The online credentials for 68% of pharmaceutical executives analyzed for a study have been compromised recently.
The study, conducted by cybersecurity firm Blackcloak, found that the email accounts of over two-thirds of pharmaceutical executives had been compromised within the last five to ten years. Of the compromised emails, 57% were found on the dark web and had been either cracked or stored in plaintext format.
While the primary source (85%) of the email account information was a 2015 data breach of the professional social network LinkedIn, Blackcloak CEO Dr. Chris Pierson assigns much of the blame to weaker cybersecurity via personal devices and accounts belonging to executives, referring to it as “the path of least resistance” for hackers.
“Hackers and cybercriminals spot the opportunity to effortlessly gain access and control over the executives’ home network, enabling them to migrate into the company network from that point.
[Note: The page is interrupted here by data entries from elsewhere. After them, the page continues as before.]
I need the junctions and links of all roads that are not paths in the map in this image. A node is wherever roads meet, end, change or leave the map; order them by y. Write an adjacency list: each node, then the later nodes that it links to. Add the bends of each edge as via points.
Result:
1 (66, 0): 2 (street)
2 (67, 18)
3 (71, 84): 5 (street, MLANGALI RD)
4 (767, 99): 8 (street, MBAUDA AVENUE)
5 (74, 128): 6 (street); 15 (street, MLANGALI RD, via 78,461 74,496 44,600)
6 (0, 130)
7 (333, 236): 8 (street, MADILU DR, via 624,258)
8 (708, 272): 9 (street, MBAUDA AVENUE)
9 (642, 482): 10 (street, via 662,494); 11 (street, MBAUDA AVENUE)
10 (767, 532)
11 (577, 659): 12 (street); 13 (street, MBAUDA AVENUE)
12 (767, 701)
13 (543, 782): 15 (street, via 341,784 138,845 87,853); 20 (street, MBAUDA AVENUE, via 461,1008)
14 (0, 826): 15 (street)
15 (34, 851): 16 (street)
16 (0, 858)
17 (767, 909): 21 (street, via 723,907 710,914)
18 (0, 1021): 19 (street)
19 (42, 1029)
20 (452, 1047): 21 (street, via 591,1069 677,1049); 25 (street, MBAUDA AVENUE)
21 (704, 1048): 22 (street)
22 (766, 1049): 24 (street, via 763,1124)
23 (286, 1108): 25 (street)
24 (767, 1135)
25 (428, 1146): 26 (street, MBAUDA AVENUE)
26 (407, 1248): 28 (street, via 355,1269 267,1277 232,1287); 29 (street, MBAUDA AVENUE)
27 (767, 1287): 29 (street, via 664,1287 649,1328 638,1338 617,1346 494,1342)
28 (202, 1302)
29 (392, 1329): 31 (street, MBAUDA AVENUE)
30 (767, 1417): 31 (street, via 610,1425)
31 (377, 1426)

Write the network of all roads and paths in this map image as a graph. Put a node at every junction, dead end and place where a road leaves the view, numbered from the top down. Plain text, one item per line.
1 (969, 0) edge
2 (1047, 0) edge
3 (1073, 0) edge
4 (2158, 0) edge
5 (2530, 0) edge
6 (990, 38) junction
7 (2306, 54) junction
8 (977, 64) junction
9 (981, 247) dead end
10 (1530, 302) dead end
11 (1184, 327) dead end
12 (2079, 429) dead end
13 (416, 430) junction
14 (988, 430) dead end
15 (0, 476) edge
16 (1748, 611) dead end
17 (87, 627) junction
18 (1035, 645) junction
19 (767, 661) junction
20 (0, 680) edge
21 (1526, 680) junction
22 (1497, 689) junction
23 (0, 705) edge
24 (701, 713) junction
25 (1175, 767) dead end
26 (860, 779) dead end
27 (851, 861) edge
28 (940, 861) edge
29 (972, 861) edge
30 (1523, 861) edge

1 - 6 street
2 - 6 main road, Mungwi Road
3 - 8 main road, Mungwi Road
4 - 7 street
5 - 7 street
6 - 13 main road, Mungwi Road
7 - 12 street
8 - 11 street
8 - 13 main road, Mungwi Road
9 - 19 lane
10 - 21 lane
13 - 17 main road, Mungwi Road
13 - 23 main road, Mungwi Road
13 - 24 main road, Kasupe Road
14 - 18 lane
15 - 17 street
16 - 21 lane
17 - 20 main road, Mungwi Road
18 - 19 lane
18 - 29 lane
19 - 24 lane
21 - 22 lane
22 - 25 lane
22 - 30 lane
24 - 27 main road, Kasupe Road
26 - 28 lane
Every day the executive brings their company home, where the security controls are nonexistent and weak ‒ so every night, their corporate networks and company are at risk for a cyberattack,” wrote Pierson.
C-suite executives have been a frequent target for hackers and scammers, but Pierson identified some vulnerabilities specific to the pharmaceutical industry.
“In the pharmaceutical world, executives appeared to move from job to job across a tier of companies and with this they brought their old passwords with them and showed consistent use over a period of sometimes 15 years of same and/or similar passwords,” wrote Pierson.